The more I see the ongoing collision of automation and the death of manual craftsmanship I keep seeing that old Monty Python skit in my head. The one where everybody is Supermen, but can’t fix anything. And the “hero” is Bicycle Repairman!

There are already niches for handmade things and young folks who want only stuff that they know who made it and how it was made. Yet oddly scant interest of people that age to learn those crafts. Maybe this is just a transition period. I mean not that long ago there were not that many who even knew about scraping, much less it being such a big deal.


----------



## Aaron_W (Dec 27, 2020)

addertooth said:


> There are several old "craftsman occupations" that have had critical shortages for decades. The shortages in these professions have only become more dire with time.



I recently bought a 1942 printing of "Shop Theory" from the Henry Ford Trade School. Out of curiosity I looked up the school (it closed in the 1950s). Henry Ford started the school in 1916 because he was concerned young people were no longer learning how to work with their hands. I would say you are right that this has been an issue for decades. I know it has been talked about my entire life, and apparently a concern more than 100 years ago.


----------



## Packard V8 (Dec 27, 2020)

Random thoughts:

The reason it's so difficult to find skilled tradesmen to do home repairs is those considering the trade soon learned they would have to deal with homeowners and/or landlords who want it done on a weekend or the middle of the night, but want to wait for a bill to be sent and then pay by credit card or not at all.

It costs a minimum of $100 just to answer the phone and show up in the driveway with a few tools and the most likely materials.  Anything done after that is time and materials, but the homeowner only wants the clock to start when the tradesman walks through the door and then only at minimum wage and the cheapest internet parts price he can search up.

Brain patterns of young people are just programmed differently today.  They didn't grow up playing outside and using their hands.  Back in the early 1960s, Marshall McLuhnan explained that it's not what the video game is about, but the act of being in/on the blue screen for hours on end has programmed their brains to bypass the external world and crave continual stimulation.  Just fixing things or making things is impossibly slow and boring.



> The medium is the message.
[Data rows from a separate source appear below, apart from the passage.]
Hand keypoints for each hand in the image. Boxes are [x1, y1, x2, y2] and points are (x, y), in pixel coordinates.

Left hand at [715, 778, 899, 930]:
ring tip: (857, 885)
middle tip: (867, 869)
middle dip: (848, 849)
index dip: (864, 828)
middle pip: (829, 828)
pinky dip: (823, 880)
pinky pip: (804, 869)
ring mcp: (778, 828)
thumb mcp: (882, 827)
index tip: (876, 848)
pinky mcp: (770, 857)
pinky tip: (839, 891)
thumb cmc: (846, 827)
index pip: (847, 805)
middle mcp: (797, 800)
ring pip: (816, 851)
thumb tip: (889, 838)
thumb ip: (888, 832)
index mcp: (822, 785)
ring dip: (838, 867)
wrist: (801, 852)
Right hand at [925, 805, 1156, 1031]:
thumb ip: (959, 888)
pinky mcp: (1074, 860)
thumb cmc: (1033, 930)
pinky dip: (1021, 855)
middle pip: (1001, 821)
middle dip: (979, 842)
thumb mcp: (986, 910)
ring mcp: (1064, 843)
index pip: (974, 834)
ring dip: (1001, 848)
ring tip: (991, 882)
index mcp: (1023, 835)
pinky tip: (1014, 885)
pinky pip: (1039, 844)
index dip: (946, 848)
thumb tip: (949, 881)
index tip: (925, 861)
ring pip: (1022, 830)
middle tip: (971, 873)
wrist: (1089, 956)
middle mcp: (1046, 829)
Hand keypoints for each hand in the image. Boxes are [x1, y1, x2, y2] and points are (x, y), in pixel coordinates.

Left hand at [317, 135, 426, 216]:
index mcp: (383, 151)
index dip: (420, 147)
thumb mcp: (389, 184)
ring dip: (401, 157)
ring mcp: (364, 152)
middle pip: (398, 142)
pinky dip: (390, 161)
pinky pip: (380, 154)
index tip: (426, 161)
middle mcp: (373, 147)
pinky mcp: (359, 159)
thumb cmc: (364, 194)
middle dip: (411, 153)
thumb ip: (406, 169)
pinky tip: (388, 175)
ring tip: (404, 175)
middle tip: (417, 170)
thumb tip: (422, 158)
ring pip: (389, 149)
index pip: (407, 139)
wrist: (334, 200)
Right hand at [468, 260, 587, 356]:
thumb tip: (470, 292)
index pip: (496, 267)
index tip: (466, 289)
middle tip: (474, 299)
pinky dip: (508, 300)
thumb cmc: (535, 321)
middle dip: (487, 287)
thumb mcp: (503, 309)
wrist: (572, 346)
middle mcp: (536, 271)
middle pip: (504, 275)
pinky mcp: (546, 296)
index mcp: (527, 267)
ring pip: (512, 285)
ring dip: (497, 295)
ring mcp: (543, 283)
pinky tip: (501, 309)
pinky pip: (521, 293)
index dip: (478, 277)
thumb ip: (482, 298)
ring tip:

This is merely to say that the personal and social consequences of any medium - that is, of any extension of ourselves - result from the new scale that is introduced into our affairs by each extension of ourselves, or by any new technology.



jack vines


----------



## Dhal22 (Dec 27, 2020)

More like $150+ for a plumber to show up at your door.   That doesn't include the fact that we may not get the job.  Or have the materials   Then we gotta buy materials and make a profit.


----------



## visenfile (Dec 29, 2020)

Long time ago (1960's) I had a friend who was an accountant.  When he retired he became a handyman to the upscale neighborhoods around San Diego,  I guess he was a "white collar" handyman.  Business was so good he eventually quit due to the backlog and demands.  So can a franchise be created?  Seems like it could be in view of how the basic business of food prep has been exploited.  Not by me, but perhaps someone.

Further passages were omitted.